Sorry for the length and rambling, I'm trying to get my ideas out. If this meets with positive signs, I'd be happy to formulate a proper policy document.

A big problem with ispCP is that bugfixes and new features are joined in the same release. This can cause a large problem for hosting providers, and even individuals using the software for their own servers. Often, all a provider will want is the bugfixes. Sometimes, the new features are either unwanted or cause problems (as in the change in minimum software versions between 1.0.6 and 1.0.7).

A proper release and version strategy goes a long way toward cleaning up these problems.

Before I start with my idea, some background. My profession is a system administrator. I work for a small company that develops websites for other businesses. By title, I am in charge of keeping both our internal servers and the servers of our customers in working, secure, order. As we are a small company, I am often an architect. In this role, I develop development and deployment strategies for the products we write. In some cases, we are responsible for multi-year management and feature development for the software we've written for our customers. Some customers are a bit loose on procedure, others are very formalized. As a result, I've got a good handle on what should and should not be done when managing software. I also see where productivity can take a hit when things aren't managed correctly.

I know one of the previous development solutions was to keep a branch for each new feature and juggle integrations and so on. I'm not sure if that's still going on (I hope not), so I'll start from the ground up. My ideas are from the Subversion view, which I believe is still being used for a VCS on this product.

My normal preference is to keep mainstream development on trunk. For developing new features on complex products and maintaining stable releases, it seems to work best. As ispCP is currently still very tightly-coupled, new features have to be developed together (a new theme design affects all areas, for example). For maintenance, you use branches. You can also use branches for long-term feature additions where a single development cycle is too short. Tags are used to mark each release.

So, my ideal layout would be something like this:

/trunk - Development
/branches/1.0 - Stable branch 1.0.x
/branches/1.1 - Stable branch 1.1.x
/branches/1.2 - Stable branch 1.2.x
/tags/release-1.0.0 - Release 1.0.0

Branches and tags are "free" in Subversion, so organizing is very nice and quick.

So, how does this apply to ispCP versioning?

Well, it will allow the separation of features and bugfixes. Even better, it'll make things work better in development and provide a reliable platform for end-users.

Each branch is a "stable" platform to develop for. Each branch should be feature-frozen (in other words, no new features added). This enforces discipline and prevents last-minute bugs from creeping in.
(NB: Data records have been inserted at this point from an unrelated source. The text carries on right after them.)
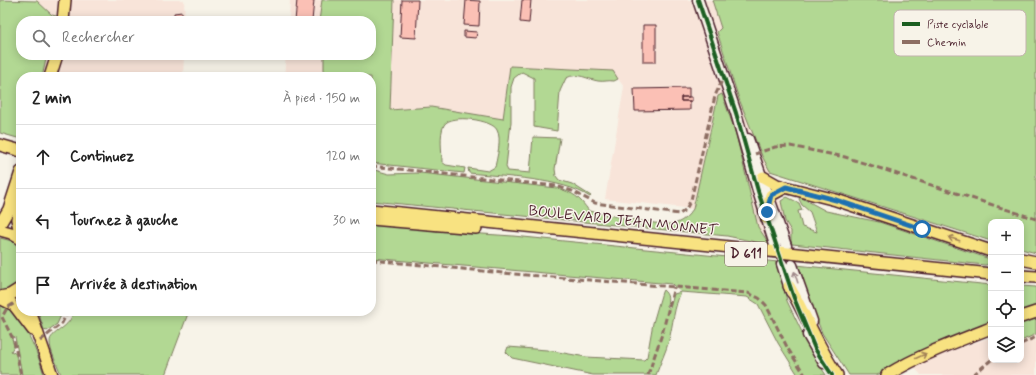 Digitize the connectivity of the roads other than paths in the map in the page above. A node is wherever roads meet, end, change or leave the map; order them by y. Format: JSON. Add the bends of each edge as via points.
{"nodes":[{"id":1,"x":65,"y":0,"type":"edge"},
{"id":2,"x":71,"y":0,"type":"edge"},
{"id":3,"x":698,"y":0,"type":"edge"},
{"id":4,"x":63,"y":16,"type":"edge"},
{"id":5,"x":69,"y":16,"type":"edge"},
{"id":6,"x":55,"y":60,"type":"edge"},
{"id":7,"x":62,"y":60,"type":"edge"},
{"id":8,"x":52,"y":72,"type":"edge"},
{"id":9,"x":58,"y":72,"type":"edge"},
{"id":10,"x":736,"y":113,"type":"junction"},
{"id":11,"x":1,"y":141,"type":"edge"},
{"id":12,"x":16,"y":144,"type":"edge"},
{"id":13,"x":16,"y":148,"type":"edge"},
{"id":14,"x":763,"y":177,"type":"junction"},
{"id":15,"x":16,"y":187,"type":"edge"},
{"id":16,"x":786,"y":187,"type":"junction"},
{"id":17,"x":770,"y":198,"type":"junction"},
{"id":18,"x":376,"y":211,"type":"edge"},
{"id":19,"x":376,"y":216,"type":"edge"},
{"id":20,"x":767,"y":219,"type":"junction"},
{"id":21,"x":376,"y":220,"type":"edge"},
{"id":22,"x":0,"y":224,"type":"edge"},
{"id":23,"x":500,"y":229,"type":"junction"},
{"id":24,"x":0,"y":230,"type":"edge"},
{"id":25,"x":16,"y":236,"type":"edge"},
{"id":26,"x":988,"y":250,"type":"edge"},
{"id":27,"x":1024,"y":260,"type":"edge"},
{"id":28,"x":1036,"y":262,"type":"edge"},
{"id":29,"x":782,"y":264,"type":"dead end"},
{"id":30,"x":792,"y":265,"type":"dead end"},
{"id":31,"x":988,"y":274,"type":"edge"},
{"id":32,"x":1024,"y":276,"type":"edge"},
{"id":33,"x":1036,"y":277,"type":"edge"},
{"id":34,"x":988,"y":279,"type":"edge"},
{"id":35,"x":1024,"y":281,"type":"edge"},
{"id":36,"x":1036,"y":282,"type":"edge"},
{"id":37,"x":789,"y":286,"type":"junction"},
{"id":38,"x":16,"y":291,"type":"edge"},
{"id":39,"x":0,"y":298,"type":"edge"},
{"id":40,"x":16,"y":308,"type":"edge"},
{"id":41,"x":1036,"y":312,"type":"edge"},
{"id":42,"x":22,"y":316,"type":"edge"},
{"id":43,"x":32,"y":316,"type":"edge"},
{"id":44,"x":1024,"y":316,"type":"edge"},
{"id":45,"x":988,"y":329,"type":"edge"},
{"id":46,"x":38,"y":336,"type":"junction"},
{"id":47,"x":52,"y":375,"type":"edge"},
{"id":48,"x":832,"y":375,"type":"edge"},
{"id":49,"x":837,"y":375,"type":"edge"},
{"id":50,"x":843,"y":375,"type":"edge"},
{"id":51,"x":887,"y":375,"type":"edge"}],
"edges":[{"from":1,"to":4,"type":"main road"},
{"from":2,"to":5,"type":"main road"},
{"from":3,"to":10,"type":"street"},
{"from":6,"to":8,"type":"main road"},
{"from":7,"to":9,"type":"main road"},
{"from":10,"to":14,"type":"street"},
{"from":10,"to":20,"type":"street"},
{"from":11,"to":12,"type":"main road"},
{"from":11,"to":13,"type":"main road"},
{"from":14,"to":16,"type":"main road"},
{"from":14,"to":17,"type":"street"},
{"from":15,"to":22,"type":"main road","via":[[9,209]]},
{"from":16,"to":17,"type":"main road","via":[[774,192]]},
{"from":26,"to":16,"type":"main road","one_way":true,"via":[[836,200]]},
{"from":17,"to":20,"type":"main road"},
{"from":17,"to":20,"type":"street","via":[[781,246]]},
{"from":18,"to":31,"type":"main road","name":"BOULEVARD JEAN MONNET","number":"D 611"},
{"from":19,"to":23,"type":"main road","name":"BOULEVARD JEAN MONNET","number":"D 611"},
{"from":21,"to":23,"type":"main road"},
{"from":23,"to":34,"type":"main road","name":"BOULEVARD JEAN MONNET","number":"D 611"},
{"from":24,"to":25,"type":"main road"},
{"from":27,"to":28,"type":"main road"},
{"from":29,"to":37,"type":"street"},
{"from":50,"to":30,"type":"street","one_way":true,"via":[[816,330]]},
{"from":32,"to":33,"type":"main road"},
{"from":35,"to":36,"type":"main road"},
{"from":37,"to":48,"type":"street","via":[[815,349]]},
{"from":37,"to":49,"type":"main road","via":[[802,307],[816,342]]},
{"from":38,"to":39,"type":"main road"},
{"from":39,"to":40,"type":"main road"},
{"from":41,"to":44,"type":"main road"},
{"from":42,"to":46,"type":"main road"},
{"from":43,"to":46,"type":"main road"},
{"from":51,"to":45,"type":"main road","one_way":true,"via":[[936,349]]},
{"from":46,"to":47,"type":"main road"}]}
Since you have just a small development team, I suggest only keeping two branches open. For instance, when you release 1.2.0, all 1.0.0 releases would be discontinued, if possible.

Why two branches? Well, to avoid having a supported platform be dropped by a new release. For example, a supported platform (CentOS/RHEL 5, perhaps) could still run on 1.6.x even if 1.7.0 introduced requirements on versions that are not possible on that platform. This will reduce support burden when bugs show up and the user can't upgrade because they can't meet a dependency.

Further, overall, not much code in ispCP changes between releases. Many things still work the same way. If a bug is reported for 1.6.5, you can guess that it's probably in 1.7.2 (unless that section has been rewritten). As you fix bugs in the old stable release branch, you make a stronger base for the new features in development. As a bonus, you can also easily test if a bug was due to a new feature, allowing easier handling of problematic new code. Jumbling fixes and new features creates an ever-changing base that's not solid.

The release phase:
Like in most software, a version will go through beta and release candidate stages before release. By treating these as formal stages and exercising discipline, you can provide a stronger product on release with fewer issue reports. For example, changing required software versions in an RC phase would be forbidden except in very special circumstances. Likewise, trying to add substantial new features during a beta would also be forbidden except in very special circumstances.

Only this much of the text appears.